Resultados: Paciente 1: varón de 79 años, con antecedentes de obesidad y colangitis, que tras colecistectomía laparoscópica, fue reintervenido a las 48 horas por peritonitis secundaria a fuga biliar. En el postoperatorio desarrolló un SCA, por lo que se realizó una laparostomía descompresiva. Al sexto día se realizó la reconstrucción de la pared constatándose un defecto completo de 20 cm transversal y 15 cm longitudinal. Se suturó una plastia de epiplón al borde músculo-aponeurótico y se reforzó con malla de polipropileno anclada sobre la aponeurosis retraída. En el postoperatorio requirió terapia de vacío durante 5 semanas, obteniéndose la integración de la malla y la granulación de la herida, con completa epitelización por segunda intención en 6 meses. Tras 5 años de seguimiento no ha presentado ninguna complicación. Paciente 2: varón de 67 años con antecedentes de obesidad, EPOC y SAOS, que tuvo que ser intervenido por evisceración tras cistoprostatectomía radical mediante cierre primario, tras lo cual desarrolló un SCA requiriendo una laparostomía descompresiva. Posteriormente se cerró el defecto de la pared abdominal de 32 × 22 cm, mediante epiploplastia y refuerzo de malla polipropileno supraaponeurótica. Se completó tratamiento con terapia de vacío durante 6 semanas y posterior injerto de piel parcial sobre el defecto cutáneo. Tras un año de seguimiento no ha presentado ninguna complicación. Paciente 3: varón de 68 años, con antecedentes de obesidad, insuficiencia cardíaca y bronquitis crónica intervenido por oclusión intestinal por bezoar. Tuvo que ser reintervenido por dehiscencia anastomótica y evisceración constatándose síndrome de hipertensión intraabdominal que obligó a dejar el abdomen abierto. Tras 6 días se procedió al cierre abdominal, comprobando un defecto completo de pared abdominal de 22 × 15 cm que se reconstruyó mediante una plastia de epiplón, reforzado con malla de polipropileno. Requirió terapia de vacío durante 3 semanas. En la actualidad está pendiente de injerto de piel parcial sobre tejido de granulación.

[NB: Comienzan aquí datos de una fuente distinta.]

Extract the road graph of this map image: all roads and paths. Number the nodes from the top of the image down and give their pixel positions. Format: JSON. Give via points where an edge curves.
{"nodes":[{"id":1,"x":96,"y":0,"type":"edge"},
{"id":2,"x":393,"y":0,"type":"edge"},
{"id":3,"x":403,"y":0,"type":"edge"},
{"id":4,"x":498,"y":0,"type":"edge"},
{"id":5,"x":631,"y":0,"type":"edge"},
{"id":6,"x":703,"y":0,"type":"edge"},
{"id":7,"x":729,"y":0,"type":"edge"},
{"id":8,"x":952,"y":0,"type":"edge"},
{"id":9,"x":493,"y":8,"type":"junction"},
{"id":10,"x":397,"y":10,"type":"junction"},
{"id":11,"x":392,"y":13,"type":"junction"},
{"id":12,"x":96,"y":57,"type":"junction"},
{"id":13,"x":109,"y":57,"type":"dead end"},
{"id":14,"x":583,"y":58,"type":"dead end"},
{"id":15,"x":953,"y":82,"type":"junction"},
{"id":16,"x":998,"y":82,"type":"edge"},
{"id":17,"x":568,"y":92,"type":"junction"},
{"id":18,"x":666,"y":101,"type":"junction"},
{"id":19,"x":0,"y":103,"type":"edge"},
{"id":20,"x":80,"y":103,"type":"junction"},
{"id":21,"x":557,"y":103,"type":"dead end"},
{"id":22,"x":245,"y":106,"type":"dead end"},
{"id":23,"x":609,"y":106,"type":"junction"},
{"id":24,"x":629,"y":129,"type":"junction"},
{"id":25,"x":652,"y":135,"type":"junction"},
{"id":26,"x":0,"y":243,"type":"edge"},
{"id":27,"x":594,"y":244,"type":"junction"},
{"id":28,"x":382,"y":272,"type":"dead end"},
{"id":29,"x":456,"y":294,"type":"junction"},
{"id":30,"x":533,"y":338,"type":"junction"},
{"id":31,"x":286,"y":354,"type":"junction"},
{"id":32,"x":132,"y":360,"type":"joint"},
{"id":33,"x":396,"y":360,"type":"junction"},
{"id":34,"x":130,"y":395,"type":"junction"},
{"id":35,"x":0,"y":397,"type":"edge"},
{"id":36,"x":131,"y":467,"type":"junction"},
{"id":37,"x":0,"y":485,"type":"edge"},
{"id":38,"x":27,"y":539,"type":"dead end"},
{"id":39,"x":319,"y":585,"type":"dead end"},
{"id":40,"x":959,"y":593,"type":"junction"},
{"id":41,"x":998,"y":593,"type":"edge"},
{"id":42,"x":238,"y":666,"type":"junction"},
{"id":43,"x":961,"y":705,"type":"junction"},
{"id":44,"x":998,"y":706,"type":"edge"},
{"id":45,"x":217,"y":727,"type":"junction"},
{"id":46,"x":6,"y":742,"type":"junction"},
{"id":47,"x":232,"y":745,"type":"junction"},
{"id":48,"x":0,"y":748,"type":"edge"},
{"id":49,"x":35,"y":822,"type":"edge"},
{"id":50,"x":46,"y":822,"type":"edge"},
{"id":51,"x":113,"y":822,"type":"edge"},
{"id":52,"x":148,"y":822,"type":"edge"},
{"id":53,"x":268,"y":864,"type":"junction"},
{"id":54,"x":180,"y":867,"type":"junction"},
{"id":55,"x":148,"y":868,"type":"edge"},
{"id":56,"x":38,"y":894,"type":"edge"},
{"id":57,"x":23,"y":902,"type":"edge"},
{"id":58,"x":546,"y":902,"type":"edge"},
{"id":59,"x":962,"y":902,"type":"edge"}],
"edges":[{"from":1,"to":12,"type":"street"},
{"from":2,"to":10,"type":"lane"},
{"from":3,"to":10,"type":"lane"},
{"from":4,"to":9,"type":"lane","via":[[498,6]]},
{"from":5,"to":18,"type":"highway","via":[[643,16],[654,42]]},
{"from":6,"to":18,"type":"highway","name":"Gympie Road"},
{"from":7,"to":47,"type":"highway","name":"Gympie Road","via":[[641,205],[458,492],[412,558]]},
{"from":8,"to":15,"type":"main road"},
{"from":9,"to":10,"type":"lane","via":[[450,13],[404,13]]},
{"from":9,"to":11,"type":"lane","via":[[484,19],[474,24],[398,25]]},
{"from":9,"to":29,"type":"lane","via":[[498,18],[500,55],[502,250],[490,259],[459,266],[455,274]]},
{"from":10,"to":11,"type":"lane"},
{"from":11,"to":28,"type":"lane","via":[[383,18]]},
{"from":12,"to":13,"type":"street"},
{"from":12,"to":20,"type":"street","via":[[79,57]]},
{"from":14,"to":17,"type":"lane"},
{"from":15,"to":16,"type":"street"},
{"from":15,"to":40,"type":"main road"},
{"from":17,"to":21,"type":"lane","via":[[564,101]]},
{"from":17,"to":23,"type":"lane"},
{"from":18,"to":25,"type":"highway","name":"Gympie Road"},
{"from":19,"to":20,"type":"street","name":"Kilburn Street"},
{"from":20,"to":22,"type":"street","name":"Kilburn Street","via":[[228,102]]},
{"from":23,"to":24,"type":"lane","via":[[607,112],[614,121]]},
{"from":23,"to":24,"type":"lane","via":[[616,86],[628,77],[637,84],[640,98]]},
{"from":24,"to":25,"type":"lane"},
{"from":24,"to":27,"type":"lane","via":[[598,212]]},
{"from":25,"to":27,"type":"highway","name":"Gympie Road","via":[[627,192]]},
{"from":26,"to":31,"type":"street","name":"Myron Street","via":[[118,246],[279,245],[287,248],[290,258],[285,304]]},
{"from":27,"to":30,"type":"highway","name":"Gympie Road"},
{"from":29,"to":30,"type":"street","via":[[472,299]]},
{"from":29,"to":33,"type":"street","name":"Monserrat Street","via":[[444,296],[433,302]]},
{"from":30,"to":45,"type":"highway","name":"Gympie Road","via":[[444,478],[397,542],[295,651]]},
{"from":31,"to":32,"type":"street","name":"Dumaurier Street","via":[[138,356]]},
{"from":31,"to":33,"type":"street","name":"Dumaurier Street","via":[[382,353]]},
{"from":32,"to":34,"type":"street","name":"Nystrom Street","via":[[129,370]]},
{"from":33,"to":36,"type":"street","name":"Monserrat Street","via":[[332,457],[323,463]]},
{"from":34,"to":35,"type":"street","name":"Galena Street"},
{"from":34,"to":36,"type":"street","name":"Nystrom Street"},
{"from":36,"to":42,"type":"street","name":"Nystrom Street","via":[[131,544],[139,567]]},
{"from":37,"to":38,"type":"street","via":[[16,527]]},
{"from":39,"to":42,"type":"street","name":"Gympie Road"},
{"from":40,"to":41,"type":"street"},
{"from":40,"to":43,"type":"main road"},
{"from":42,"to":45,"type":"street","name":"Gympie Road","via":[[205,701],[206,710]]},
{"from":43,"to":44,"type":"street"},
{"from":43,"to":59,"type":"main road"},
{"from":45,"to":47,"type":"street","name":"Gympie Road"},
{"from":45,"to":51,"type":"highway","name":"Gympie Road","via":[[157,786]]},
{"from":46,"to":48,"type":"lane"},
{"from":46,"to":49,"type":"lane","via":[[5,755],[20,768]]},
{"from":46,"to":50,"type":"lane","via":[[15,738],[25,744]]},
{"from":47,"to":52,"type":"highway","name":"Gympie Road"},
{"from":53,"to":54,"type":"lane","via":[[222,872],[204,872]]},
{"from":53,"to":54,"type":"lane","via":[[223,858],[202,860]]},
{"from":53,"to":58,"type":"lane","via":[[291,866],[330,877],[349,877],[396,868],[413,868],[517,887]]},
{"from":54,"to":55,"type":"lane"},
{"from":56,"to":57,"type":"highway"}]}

Conclusiones: El epiplón se ha demostrado útil en la reparación de grandes defectos abdominales. Sin embargo, se desconoce su capacidad de granulación a través de una malla de PP expuesta al exterior. La propiedad aislante del epiplón previene de la creación de fístulas y ha mostrado resultados satisfactorios en el cierre de paredes abdominales gracias a su capacidad de integrar el PP, incluso en ambientes infectados. El tratamiento de grandes defectos completos de pared abdominal mediante esta técnica es un procedimiento a tener en cuenta ante situaciones parecidas a las presentadas.